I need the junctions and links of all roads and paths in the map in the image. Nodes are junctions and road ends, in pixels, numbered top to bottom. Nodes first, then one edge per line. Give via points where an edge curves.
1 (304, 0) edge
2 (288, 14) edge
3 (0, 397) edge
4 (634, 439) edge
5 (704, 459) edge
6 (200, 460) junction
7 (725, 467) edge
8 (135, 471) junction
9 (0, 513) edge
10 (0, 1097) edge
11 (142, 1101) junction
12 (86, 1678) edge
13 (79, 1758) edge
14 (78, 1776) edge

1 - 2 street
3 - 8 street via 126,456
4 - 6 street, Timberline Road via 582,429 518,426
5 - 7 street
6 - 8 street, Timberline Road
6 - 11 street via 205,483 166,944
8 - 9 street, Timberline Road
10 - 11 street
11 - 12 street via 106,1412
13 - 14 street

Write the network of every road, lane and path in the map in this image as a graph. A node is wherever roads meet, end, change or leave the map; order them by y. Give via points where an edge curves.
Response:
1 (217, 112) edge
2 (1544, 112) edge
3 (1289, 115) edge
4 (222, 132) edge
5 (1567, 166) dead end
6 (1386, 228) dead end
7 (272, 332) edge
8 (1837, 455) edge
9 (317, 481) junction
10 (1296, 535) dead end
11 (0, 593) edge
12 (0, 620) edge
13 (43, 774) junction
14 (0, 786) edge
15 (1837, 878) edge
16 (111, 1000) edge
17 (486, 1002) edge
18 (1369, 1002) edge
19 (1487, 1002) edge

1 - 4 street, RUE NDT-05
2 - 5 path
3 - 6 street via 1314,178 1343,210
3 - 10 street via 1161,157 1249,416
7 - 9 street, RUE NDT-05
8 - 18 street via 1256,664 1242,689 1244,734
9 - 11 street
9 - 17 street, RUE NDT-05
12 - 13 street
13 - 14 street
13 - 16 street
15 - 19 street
------------------------------
• **Work to be completed**
In this exercise, repeat the entries above verbatim.

• **Response**
I need the junctions and links of all roads and paths in the map in the image. Nodes are junctions and road ends, in pixels, numbered top to bottom. Nodes first, then one edge per line. Give via points where an edge curves.
1 (304, 0) edge
2 (288, 14) edge
3 (0, 397) edge
4 (634, 439) edge
5 (704, 459) edge
6 (200, 460) junction
7 (725, 467) edge
8 (135, 471) junction
9 (0, 513) edge
10 (0, 1097) edge
11 (142, 1101) junction
12 (86, 1678) edge
13 (79, 1758) edge
14 (78, 1776) edge

1 - 2 street
3 - 8 street via 126,456
4 - 6 street, Timberline Road via 582,429 518,426
5 - 7 street
6 - 8 street, Timberline Road
6 - 11 street via 205,483 166,944
8 - 9 street, Timberline Road
10 - 11 street
11 - 12 street via 106,1412
13 - 14 street

Write the network of every road, lane and path in the map in this image as a graph. A node is wherever roads meet, end, change or leave the map; order them by y. Give via points where an edge curves.
Response:
1 (217, 112) edge
2 (1544, 112) edge
3 (1289, 115) edge
4 (222, 132) edge
5 (1567, 166) dead end
6 (1386, 228) dead end
7 (272, 332) edge
8 (1837, 455) edge
9 (317, 481) junction
10 (1296, 535) dead end
11 (0, 593) edge
12 (0, 620) edge
13 (43, 774) junction
14 (0, 786) edge
15 (1837, 878) edge
16 (111, 1000) edge
17 (486, 1002) edge
18 (1369, 1002) edge
19 (1487, 1002) edge

1 - 4 street, RUE NDT-05
2 - 5 path
3 - 6 street via 1314,178 1343,210
3 - 10 street via 1161,157 1249,416
7 - 9 street, RUE NDT-05
8 - 18 street via 1256,664 1242,689 1244,734
9 - 11 street
9 - 17 street, RUE NDT-05
12 - 13 street
13 - 14 street
13 - 16 street
15 - 19 street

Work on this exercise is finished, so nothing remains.